ASSIGNMENT: What lines in the records include the string "Hatch"? Return each one.

(Collected data)
--- START ---

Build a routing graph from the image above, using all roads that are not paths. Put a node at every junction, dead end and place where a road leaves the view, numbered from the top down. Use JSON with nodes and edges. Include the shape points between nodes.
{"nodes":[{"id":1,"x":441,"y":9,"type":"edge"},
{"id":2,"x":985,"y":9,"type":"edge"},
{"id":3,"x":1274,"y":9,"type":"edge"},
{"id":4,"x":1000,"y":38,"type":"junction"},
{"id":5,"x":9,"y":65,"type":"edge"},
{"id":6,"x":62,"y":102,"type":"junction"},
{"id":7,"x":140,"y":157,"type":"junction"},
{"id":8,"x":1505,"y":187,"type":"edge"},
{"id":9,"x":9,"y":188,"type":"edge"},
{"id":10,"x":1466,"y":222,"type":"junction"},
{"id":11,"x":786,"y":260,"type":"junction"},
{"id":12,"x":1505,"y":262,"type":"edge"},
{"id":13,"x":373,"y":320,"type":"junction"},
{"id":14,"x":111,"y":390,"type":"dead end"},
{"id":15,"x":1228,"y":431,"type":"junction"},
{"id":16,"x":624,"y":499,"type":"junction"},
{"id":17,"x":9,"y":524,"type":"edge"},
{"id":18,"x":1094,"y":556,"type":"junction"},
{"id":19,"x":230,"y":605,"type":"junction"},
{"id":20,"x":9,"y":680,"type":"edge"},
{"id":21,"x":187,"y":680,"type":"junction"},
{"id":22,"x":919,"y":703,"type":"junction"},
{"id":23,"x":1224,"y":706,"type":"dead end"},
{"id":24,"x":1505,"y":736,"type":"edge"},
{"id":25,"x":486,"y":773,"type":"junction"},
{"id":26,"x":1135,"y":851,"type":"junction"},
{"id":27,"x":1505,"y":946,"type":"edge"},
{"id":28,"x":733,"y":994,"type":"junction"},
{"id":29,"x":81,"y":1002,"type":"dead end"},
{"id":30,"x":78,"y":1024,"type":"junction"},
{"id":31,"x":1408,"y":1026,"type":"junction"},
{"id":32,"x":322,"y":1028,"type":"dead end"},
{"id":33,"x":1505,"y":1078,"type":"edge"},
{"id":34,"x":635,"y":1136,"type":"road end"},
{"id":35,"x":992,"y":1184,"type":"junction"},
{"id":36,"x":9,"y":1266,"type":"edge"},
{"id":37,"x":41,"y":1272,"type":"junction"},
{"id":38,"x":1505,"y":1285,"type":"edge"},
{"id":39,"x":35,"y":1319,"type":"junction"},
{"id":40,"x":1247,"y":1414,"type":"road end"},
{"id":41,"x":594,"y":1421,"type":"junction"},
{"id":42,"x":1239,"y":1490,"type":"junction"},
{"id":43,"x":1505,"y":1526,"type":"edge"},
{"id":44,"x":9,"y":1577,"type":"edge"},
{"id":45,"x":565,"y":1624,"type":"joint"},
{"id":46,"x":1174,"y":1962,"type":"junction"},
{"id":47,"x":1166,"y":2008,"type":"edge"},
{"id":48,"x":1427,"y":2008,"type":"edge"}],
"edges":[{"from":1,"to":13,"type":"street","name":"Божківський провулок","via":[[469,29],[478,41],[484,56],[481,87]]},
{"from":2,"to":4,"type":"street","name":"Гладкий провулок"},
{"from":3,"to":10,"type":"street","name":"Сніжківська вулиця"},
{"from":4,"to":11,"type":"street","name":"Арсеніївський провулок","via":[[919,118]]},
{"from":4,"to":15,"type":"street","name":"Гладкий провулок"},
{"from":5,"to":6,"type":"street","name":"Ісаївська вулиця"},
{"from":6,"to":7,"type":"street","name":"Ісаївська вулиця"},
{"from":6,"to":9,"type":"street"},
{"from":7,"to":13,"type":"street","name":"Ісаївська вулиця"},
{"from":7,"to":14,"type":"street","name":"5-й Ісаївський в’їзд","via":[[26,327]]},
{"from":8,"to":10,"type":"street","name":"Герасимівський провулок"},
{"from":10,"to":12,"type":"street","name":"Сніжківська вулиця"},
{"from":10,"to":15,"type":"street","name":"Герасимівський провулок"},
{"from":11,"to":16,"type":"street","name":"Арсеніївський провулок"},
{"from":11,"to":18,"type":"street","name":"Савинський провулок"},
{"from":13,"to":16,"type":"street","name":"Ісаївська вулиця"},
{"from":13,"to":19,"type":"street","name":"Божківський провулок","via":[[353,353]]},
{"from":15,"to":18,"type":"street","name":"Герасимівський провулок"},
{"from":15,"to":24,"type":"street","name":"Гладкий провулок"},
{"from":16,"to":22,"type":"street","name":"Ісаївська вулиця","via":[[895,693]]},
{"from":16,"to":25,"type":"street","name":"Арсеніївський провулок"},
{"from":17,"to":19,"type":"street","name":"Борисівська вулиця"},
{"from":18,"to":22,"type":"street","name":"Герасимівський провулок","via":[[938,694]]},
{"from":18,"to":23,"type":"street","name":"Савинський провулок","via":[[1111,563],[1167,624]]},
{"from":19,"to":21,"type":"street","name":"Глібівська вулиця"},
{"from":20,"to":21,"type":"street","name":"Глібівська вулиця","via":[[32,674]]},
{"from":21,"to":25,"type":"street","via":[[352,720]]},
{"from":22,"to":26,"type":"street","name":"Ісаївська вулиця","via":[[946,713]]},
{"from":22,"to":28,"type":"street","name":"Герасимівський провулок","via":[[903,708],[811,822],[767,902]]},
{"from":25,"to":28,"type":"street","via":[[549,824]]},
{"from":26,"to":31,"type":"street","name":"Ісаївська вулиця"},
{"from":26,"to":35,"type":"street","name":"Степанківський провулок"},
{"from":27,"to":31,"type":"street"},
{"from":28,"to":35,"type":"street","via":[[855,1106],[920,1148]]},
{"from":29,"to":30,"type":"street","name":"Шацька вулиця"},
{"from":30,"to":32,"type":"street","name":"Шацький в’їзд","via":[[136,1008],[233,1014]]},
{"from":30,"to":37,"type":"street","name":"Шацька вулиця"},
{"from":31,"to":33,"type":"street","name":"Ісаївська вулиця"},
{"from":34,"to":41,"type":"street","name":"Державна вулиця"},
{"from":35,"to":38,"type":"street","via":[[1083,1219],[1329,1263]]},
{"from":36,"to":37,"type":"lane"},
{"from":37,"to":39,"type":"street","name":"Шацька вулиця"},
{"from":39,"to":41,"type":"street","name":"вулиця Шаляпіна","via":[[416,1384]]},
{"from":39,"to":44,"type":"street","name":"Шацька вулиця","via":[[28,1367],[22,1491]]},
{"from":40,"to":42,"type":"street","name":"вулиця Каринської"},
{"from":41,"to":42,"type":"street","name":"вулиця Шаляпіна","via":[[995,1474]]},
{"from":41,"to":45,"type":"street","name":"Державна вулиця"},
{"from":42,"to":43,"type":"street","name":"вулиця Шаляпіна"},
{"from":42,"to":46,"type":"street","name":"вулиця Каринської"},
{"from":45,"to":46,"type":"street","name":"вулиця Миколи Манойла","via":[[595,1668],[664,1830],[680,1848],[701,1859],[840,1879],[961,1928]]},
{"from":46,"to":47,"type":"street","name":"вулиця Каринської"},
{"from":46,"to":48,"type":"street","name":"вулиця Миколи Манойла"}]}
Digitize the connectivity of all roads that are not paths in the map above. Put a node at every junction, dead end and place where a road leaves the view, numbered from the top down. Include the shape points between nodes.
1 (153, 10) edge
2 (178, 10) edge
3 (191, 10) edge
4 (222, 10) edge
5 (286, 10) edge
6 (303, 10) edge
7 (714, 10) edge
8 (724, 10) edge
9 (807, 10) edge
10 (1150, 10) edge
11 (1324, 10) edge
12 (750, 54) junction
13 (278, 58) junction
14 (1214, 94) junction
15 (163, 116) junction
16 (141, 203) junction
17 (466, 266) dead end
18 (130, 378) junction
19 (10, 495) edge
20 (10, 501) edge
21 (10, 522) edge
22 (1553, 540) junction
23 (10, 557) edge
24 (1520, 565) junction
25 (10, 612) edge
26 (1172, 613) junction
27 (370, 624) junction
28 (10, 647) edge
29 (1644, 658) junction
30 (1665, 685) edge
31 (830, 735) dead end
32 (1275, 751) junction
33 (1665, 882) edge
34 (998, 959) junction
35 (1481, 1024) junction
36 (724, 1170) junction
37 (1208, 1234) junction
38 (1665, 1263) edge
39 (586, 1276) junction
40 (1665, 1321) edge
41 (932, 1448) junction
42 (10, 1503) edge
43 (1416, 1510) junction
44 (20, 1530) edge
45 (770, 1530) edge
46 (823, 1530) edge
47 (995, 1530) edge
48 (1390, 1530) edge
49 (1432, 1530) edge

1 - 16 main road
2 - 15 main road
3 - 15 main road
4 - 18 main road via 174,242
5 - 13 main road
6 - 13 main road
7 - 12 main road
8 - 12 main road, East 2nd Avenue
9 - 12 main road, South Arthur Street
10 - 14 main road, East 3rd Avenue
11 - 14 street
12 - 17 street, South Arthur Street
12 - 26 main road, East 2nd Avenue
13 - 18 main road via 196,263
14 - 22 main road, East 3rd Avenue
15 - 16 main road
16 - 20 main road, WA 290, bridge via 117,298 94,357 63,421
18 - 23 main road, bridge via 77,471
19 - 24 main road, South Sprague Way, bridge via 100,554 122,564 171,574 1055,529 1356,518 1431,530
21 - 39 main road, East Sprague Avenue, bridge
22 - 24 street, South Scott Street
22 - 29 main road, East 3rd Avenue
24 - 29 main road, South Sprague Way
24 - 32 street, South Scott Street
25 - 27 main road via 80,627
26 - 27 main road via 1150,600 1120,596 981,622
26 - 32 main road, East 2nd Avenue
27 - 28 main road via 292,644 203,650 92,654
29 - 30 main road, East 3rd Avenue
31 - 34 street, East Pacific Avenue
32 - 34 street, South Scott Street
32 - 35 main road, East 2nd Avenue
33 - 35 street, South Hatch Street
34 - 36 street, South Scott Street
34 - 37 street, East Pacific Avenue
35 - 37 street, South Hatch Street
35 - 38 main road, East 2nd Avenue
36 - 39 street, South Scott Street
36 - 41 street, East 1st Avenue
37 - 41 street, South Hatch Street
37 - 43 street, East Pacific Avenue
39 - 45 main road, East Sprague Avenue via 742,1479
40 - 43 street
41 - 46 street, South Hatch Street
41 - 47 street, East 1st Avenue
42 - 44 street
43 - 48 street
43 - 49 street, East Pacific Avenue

--- END ---

THE ANSWER:
33 - 35 street, South Hatch Street
35 - 37 street, South Hatch Street
37 - 41 street, South Hatch Street
41 - 46 street, South Hatch Street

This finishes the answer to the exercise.